- What is required
Lines below containing the word "paths" should be copied out.

- Data shown
● ● ● ● ●
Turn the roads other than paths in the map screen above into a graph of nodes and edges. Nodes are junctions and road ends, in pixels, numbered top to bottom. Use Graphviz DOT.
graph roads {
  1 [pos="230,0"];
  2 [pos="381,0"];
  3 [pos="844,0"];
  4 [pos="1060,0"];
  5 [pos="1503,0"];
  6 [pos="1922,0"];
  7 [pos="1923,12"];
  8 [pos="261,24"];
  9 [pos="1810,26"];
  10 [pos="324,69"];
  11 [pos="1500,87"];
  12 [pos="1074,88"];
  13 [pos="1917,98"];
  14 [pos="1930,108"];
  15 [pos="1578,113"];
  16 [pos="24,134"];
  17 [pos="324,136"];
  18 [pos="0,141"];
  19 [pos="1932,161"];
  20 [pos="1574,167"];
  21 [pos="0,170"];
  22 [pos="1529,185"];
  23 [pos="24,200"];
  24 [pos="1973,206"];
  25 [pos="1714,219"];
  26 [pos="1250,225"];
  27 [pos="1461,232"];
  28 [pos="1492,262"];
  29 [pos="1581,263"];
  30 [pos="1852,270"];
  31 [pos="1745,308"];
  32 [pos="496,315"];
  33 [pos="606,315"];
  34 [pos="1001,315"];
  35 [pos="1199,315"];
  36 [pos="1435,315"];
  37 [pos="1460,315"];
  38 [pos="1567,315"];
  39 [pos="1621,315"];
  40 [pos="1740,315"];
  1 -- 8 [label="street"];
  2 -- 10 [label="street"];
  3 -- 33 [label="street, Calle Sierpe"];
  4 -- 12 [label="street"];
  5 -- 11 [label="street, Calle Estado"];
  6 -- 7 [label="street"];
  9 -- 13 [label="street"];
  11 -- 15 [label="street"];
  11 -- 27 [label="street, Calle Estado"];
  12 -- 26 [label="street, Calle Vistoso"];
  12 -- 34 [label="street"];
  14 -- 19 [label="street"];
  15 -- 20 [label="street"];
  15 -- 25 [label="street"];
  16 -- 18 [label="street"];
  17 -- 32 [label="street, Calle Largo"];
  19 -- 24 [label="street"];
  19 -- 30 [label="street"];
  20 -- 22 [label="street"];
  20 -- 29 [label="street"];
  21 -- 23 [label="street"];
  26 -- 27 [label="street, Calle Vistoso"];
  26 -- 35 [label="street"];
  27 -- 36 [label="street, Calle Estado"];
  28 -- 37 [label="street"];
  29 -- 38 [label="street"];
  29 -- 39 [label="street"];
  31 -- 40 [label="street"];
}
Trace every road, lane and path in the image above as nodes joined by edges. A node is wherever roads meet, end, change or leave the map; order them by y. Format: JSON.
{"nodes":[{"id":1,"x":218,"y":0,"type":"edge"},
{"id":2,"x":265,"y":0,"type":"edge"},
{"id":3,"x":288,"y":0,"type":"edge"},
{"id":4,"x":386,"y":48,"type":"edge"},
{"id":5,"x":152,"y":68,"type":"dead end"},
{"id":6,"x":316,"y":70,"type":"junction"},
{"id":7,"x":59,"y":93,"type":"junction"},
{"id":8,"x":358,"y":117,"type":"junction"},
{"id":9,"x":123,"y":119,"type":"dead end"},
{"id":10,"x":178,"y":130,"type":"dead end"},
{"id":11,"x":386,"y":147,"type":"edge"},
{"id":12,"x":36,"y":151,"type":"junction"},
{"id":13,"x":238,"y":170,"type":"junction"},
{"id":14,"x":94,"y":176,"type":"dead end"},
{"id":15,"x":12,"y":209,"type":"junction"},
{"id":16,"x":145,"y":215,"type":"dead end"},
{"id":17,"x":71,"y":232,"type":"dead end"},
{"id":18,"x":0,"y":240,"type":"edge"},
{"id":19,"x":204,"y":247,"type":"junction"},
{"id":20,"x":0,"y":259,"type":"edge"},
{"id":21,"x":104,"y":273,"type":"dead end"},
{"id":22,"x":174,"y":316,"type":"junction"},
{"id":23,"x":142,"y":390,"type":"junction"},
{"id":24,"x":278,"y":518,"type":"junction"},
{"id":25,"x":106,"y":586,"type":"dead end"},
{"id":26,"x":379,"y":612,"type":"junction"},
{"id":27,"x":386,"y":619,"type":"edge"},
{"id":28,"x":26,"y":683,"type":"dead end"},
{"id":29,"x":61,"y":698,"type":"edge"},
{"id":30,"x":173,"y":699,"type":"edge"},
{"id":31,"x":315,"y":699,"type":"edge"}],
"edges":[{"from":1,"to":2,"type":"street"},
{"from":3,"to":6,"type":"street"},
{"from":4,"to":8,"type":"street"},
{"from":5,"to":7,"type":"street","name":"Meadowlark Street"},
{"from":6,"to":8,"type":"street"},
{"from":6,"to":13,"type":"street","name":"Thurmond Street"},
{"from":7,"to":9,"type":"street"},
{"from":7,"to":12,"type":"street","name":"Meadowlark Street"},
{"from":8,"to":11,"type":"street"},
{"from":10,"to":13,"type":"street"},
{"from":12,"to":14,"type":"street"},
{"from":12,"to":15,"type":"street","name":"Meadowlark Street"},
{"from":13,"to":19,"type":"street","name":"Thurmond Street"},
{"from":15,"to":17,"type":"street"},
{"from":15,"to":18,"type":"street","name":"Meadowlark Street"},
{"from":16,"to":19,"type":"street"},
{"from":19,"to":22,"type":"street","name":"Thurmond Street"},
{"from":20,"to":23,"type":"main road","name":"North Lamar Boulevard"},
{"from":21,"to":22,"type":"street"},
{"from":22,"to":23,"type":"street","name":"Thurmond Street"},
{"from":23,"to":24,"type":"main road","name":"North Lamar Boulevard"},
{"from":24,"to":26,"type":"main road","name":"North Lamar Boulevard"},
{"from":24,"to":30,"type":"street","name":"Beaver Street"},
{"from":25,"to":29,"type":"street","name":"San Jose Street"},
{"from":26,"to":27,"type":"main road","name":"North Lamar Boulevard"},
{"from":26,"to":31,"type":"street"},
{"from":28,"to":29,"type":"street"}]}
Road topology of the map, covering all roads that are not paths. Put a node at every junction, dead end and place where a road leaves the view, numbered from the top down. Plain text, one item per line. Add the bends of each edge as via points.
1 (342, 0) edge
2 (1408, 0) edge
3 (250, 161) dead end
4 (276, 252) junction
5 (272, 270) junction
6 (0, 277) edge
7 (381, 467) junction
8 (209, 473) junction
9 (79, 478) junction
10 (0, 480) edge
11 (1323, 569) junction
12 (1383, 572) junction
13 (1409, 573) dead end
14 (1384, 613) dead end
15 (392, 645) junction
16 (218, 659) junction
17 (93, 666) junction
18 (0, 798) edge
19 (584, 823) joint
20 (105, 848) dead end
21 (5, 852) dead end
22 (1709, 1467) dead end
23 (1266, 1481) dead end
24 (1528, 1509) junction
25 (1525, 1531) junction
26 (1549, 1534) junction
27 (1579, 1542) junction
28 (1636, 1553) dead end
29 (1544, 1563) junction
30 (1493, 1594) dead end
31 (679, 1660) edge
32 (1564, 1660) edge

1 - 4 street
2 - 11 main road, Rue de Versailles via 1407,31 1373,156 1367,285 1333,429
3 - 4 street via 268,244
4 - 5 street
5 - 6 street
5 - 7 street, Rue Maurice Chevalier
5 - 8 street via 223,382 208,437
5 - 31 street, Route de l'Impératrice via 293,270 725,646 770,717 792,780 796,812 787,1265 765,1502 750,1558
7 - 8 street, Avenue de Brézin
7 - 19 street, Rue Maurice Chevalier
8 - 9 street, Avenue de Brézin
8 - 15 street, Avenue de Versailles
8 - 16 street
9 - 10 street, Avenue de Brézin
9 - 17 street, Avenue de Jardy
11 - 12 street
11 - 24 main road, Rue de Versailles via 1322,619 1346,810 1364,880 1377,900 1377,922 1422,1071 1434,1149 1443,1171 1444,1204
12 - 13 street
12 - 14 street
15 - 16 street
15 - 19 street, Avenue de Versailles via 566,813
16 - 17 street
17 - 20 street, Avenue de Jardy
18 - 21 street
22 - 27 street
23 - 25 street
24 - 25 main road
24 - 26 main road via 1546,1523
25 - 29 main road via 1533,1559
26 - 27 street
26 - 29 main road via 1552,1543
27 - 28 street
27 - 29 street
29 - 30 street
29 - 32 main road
● ● ● ● ●
- Response to the exercise
Turn the roads other than paths in the map screen above into a graph of nodes and edges. Nodes are junctions and road ends, in pixels, numbered top to bottom. Use Graphviz DOT.
Road topology of the map, covering all roads that are not paths. Put a node at every junction, dead end and place where a road leaves the view, numbered from the top down. Plain text, one item per line. Add the bends of each edge as via points.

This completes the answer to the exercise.